Species of flowering plant

Calytrix microcoma, commonly known is turkey bush, is a species of flowering plant in the myrtle family Myrtaceae and is endemic to Queensland. It is a mostly glabrous shrub with egg-shaped to linear leaves and mauve, pinkish purple or plum purple flowers, and about 30 to 50 stamens in several rows.

==Description==
Calytrix microcoma is a mostly glabrous shrub that typically grows to a height of up to 1.5 m. Its leaves are egg-shaped to linear, 1–4 mm long, 0.80–1.25 mm wide and sessile or on a petiole up to 0.3 mm long. There are stipules up to 0.4 mm long at the base of the petiole. The flowers are borne singly or in small groups on a peduncle 4.5–7.5 mm long with egg-shaped lobes 2.5–3.75 mm long. The floral tube is partly free from the style, 11–14 mm and has 10 ribs. The sepals are fused at the base, with more or less round to egg-shaped lobes 3–5 mm long and 2.75–5.0 mm long, with an awn long up to 17 mm long. The petals are mauve, pinkish purple or plum purple, narrowly elliptic, 10.5–11.0 mm long and 3.5–4.0 mm wide, and there are about 30 to 50 stamens in two rows. Flowering occurs from July to October.

==Taxonomy==
Calytrix microcoma was first formally described in 1987 by Lyndley Craven in the journal Brunonia from specimens collected in 32 km east of Barcaldine by Nancy Tyson Burbidge in 1956. The specific epithet (microcoma) is a reference to hair-like bodies at the tip of the floral tube.

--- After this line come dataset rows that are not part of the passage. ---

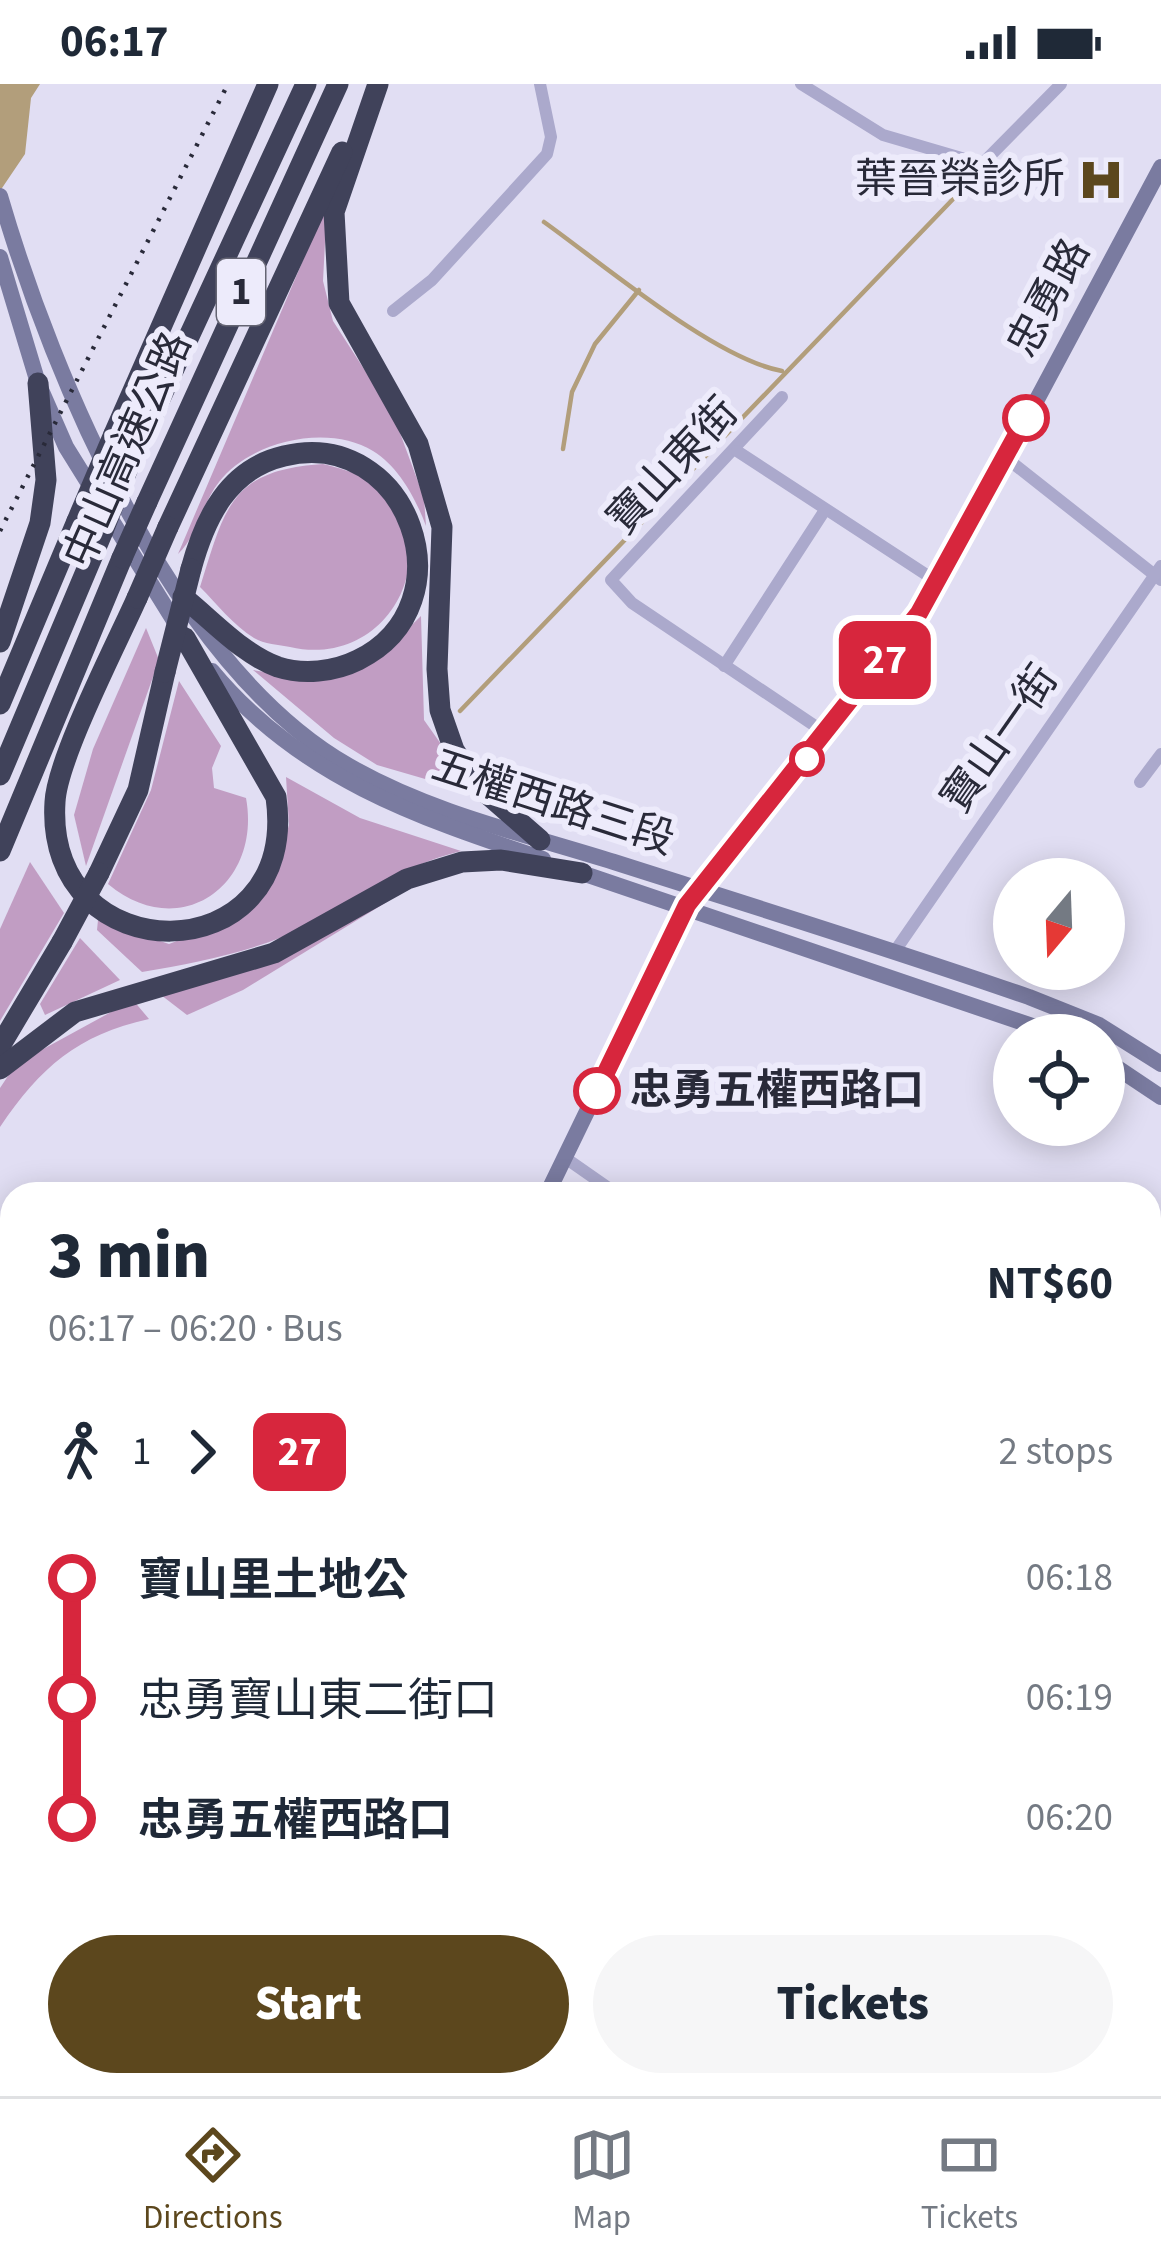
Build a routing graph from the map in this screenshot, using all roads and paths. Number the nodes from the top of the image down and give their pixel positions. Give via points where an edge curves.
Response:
1 (268, 84) edge
2 (306, 84) edge
3 (338, 84) edge
4 (376, 84) edge
5 (540, 84) edge
6 (801, 84) edge
7 (1061, 84) edge
8 (1158, 180) edge
9 (0, 196) edge
10 (0, 257) edge
11 (21, 298) junction
12 (393, 311) dead end
13 (38, 383) junction
14 (782, 397) dead end
15 (737, 451) junction
16 (1005, 457) junction
17 (825, 510) junction
18 (1159, 574) edge
19 (939, 583) junction
20 (182, 597) junction
21 (184, 638) junction
22 (0, 642) edge
23 (724, 667) junction
24 (0, 704) edge
25 (826, 734) junction
26 (1161, 754) edge
27 (0, 775) edge
28 (1140, 782) dead end
29 (540, 840) junction
30 (0, 851) edge
31 (582, 873) junction
32 (702, 890) junction
33 (687, 905) junction
34 (895, 951) junction
35 (999, 1014) edge
36 (0, 1046) edge
37 (1159, 1059) edge
38 (0, 1069) edge
39 (1125, 1073) edge
40 (1161, 1097) edge
41 (564, 1156) junction
42 (552, 1182) edge
43 (600, 1182) edge

1 - 24 highway, bridge
2 - 27 highway, 中山高速公路 / 1, bridge via 128,468
3 - 30 highway, 中山高速公路 / 1, bridge via 122,558
4 - 21 highway, bridge via 168,527 54,803 62,851 82,890 115,919 155,932 210,926 245,903 268,869 280,824 276,797
4 - 29 highway via 334,212 339,303 418,444 442,526 436,669 454,750 477,784
5 - 12 street via 547,154 432,280
6 - 7 street via 883,135 982,164
8 - 16 main road, 忠勇路
9 - 11 main road
10 - 11 main road
11 - 13 main road, 五權西路三段
11 - 20 main road, 五權西路三段 via 85,434
13 - 21 main road, 五權西路三段 via 83,478
13 - 22 highway via 46,480 40,523
14 - 15 street, 寶山東街
15 - 17 street
15 - 23 street, 寶山東街 via 611,580
16 - 18 street
16 - 19 main road, 忠勇路
17 - 19 street
17 - 23 street
18 - 34 street, 寶山一街
19 - 25 main road, 忠勇路
20 - 29 main road, 五權西路三段 via 254,687 348,765 444,809
20 - 36 highway, bridge via 254,656 291,670 334,669 373,652 402,621 419,552 406,510 378,476 352,461 309,452 266,461 230,486 201,531 191,568 165,672 139,790
21 - 31 main road, 五權西路三段 via 246,712 329,774 425,820
23 - 25 street
25 - 32 main road, 忠勇路
26 - 28 street
29 - 32 main road, 五權西路三段
31 - 33 main road, 五權西路三段
31 - 38 highway via 501,860 407,879 274,952 75,1012
32 - 33 main road, 忠勇路
32 - 34 main road, 五權西路三段
33 - 35 main road, 五權西路三段
33 - 41 main road, 忠勇路
34 - 37 main road, 五權西路三段 via 1099,1024
39 - 40 main road
41 - 42 main road, 忠勇路
41 - 43 street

==Distribution and habitat==
Turkey bush grows on sandy soil in an ironbark-poplar box-spinifex community, and in sandy loam in Eucalyptus similis woodland, from the Torrens Creek-Pentland district to the Jericho-Yalleroi district.

==Conservation status==
Calytrix microcoma is listed as of "least concern" under the Queensland Government Nature Conservation Act 1992.